Steven Spielberg has probably sold more popcorn than any person in history.
It is all too easy to write Spielberg off as nothing more than Bogart's despised "popcorn salesman". Because there is a sameness of style in many of his most popular films, they sometimes feel as if they were mathematically calculated to do nothing else but produce pleasure in a movie theater. Yet couldn't we say the same about other directors, including some we honor on this site? Surely Alfred Hitchcock was a master entertainer, Billy Wilder wanted to make movies people liked and Akira Kurosawa was well aware of the need to create "hits". The most successful director of all time, Steven Spielberg is rarely mentioned as one of the greats. People think there is no "there" there. Despite common themes running through many Spielberg films, his films don't collectively feel like a unique individual's world vision. For the most part, they are not "thinking man's films".

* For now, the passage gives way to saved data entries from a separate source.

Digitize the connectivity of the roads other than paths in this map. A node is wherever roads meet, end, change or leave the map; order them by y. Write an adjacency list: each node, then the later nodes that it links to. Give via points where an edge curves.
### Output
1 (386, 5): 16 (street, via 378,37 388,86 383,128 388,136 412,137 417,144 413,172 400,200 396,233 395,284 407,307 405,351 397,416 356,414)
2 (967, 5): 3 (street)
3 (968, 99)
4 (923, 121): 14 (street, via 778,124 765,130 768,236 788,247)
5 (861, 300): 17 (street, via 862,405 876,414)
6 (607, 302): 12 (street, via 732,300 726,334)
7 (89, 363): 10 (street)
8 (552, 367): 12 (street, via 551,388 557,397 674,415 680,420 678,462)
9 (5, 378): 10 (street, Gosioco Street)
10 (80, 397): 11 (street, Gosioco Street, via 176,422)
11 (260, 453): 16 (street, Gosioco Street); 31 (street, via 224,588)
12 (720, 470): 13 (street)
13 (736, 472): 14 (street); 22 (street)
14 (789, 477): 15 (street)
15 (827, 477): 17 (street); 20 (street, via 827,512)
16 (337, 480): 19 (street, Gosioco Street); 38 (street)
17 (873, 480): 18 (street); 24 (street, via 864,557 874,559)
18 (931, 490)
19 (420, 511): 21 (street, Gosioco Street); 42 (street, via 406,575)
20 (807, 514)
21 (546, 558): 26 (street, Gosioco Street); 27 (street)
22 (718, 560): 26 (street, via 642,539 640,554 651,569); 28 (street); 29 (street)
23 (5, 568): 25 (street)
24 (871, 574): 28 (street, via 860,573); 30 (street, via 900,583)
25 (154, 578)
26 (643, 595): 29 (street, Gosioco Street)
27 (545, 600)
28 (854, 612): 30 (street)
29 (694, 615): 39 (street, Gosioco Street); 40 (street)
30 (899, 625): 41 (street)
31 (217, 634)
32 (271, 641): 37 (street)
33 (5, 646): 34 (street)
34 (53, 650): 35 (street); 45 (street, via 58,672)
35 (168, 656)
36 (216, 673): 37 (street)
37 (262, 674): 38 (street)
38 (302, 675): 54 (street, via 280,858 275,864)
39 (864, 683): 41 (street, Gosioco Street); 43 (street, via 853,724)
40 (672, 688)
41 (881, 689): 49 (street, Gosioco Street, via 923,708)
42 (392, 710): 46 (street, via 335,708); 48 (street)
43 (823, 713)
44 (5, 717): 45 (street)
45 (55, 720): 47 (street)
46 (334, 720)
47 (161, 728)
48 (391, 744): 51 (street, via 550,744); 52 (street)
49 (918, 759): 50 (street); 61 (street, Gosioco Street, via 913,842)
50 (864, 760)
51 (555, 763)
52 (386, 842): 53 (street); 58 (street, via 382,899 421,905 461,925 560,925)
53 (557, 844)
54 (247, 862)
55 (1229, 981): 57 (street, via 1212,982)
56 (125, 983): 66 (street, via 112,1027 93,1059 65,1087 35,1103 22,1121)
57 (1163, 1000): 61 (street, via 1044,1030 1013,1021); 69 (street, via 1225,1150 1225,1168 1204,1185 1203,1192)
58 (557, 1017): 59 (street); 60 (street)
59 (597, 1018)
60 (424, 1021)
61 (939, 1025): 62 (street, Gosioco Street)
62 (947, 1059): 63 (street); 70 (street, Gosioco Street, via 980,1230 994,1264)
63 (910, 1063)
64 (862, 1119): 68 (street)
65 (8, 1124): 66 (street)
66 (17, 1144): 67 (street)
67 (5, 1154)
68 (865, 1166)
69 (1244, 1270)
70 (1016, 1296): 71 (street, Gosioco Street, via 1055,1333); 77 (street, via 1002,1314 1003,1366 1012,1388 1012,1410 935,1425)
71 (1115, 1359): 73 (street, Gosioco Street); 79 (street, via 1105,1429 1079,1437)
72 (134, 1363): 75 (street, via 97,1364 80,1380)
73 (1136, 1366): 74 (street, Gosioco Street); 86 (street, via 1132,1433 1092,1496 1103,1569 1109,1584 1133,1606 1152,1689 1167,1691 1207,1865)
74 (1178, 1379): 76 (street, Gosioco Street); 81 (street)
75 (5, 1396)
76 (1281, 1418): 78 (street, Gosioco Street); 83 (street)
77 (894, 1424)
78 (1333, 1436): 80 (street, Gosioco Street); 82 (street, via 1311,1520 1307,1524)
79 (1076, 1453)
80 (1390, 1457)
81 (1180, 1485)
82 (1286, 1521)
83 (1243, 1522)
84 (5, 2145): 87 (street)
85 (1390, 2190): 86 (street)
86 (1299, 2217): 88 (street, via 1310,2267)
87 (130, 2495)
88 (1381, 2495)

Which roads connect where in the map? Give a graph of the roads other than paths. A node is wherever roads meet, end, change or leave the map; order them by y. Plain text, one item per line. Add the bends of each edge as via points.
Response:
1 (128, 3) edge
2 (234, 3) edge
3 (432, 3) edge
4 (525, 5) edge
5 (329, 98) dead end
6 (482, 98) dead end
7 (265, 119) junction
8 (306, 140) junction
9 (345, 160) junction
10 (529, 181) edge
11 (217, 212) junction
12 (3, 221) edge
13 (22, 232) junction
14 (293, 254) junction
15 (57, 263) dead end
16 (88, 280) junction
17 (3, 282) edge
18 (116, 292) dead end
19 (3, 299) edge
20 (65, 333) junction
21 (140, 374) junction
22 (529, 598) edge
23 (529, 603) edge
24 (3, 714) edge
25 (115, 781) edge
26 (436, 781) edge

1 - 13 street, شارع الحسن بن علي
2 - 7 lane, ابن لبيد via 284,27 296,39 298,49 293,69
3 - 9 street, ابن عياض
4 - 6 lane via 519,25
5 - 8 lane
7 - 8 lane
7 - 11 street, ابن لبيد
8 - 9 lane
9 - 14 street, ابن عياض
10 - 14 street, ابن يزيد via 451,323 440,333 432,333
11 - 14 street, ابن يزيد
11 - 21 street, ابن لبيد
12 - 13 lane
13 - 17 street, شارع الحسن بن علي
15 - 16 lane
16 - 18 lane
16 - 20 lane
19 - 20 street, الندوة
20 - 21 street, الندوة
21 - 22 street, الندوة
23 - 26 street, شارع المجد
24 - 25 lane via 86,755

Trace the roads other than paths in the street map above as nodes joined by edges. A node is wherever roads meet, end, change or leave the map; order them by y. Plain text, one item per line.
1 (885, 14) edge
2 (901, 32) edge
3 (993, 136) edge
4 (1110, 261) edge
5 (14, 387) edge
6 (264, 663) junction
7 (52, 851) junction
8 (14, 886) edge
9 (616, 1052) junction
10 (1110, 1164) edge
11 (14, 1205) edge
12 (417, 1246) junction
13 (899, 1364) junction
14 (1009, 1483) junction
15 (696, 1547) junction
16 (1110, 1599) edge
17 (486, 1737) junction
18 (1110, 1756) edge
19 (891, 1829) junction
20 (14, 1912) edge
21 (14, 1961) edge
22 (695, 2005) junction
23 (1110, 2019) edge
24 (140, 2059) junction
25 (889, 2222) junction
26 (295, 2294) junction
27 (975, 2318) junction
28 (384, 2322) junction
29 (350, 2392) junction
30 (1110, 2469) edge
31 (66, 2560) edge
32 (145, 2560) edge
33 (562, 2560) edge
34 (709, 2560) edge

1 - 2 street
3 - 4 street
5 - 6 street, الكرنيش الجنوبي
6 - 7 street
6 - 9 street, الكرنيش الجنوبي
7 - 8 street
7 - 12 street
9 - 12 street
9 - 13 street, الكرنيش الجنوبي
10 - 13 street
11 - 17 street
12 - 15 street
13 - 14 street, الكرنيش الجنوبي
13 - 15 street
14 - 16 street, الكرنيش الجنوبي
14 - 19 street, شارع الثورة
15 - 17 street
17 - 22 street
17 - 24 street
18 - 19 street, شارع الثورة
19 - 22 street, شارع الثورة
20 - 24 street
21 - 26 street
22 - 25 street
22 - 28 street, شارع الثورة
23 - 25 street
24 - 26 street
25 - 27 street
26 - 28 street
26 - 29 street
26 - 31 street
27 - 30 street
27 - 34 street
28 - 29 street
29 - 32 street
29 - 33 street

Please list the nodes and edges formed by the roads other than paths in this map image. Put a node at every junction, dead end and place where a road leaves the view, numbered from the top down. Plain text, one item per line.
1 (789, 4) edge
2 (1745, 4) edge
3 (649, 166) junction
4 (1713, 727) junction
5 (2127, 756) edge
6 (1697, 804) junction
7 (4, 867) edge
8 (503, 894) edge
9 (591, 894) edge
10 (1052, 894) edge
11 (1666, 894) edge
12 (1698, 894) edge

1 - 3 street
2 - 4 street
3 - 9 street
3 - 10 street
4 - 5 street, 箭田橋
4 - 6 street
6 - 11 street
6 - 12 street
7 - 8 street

Yet movies are meant to entertain, and few people have ever entertained on such a mass scale as Steven Spielberg. Certainly a book about Martin Scorsese's or Woody Allen's "visions" might be more thought-provoking than one about Steven Spielberg, but neither of these directors have even come close to the financial and popular success Spielberg has attained. From the 1970s through the '90s, most of what he attempted turned to gold. His failures, such as the all-star comedy 1941, are easily dismissed. His successes continue to be popular - I defy you to find one family in America with a decent home video collection who does not have at least one Spielberg DVD or VHS in their collection. The two films for which he won Best Director - Schindler's List and Saving Private Ryan - rank with the most important and impressive films of all time. And any director who can come up with such amazing little gems as Duel or Catch Me If You Can simply cannot be written off as merely a purveyor of exploded kernels of corn.
Spielberg's golden age is surely in the past, but if some of his more recent films such as A.I., Minority Report or The Terminal are anything to go by, his most interesting films may still be ahead of him.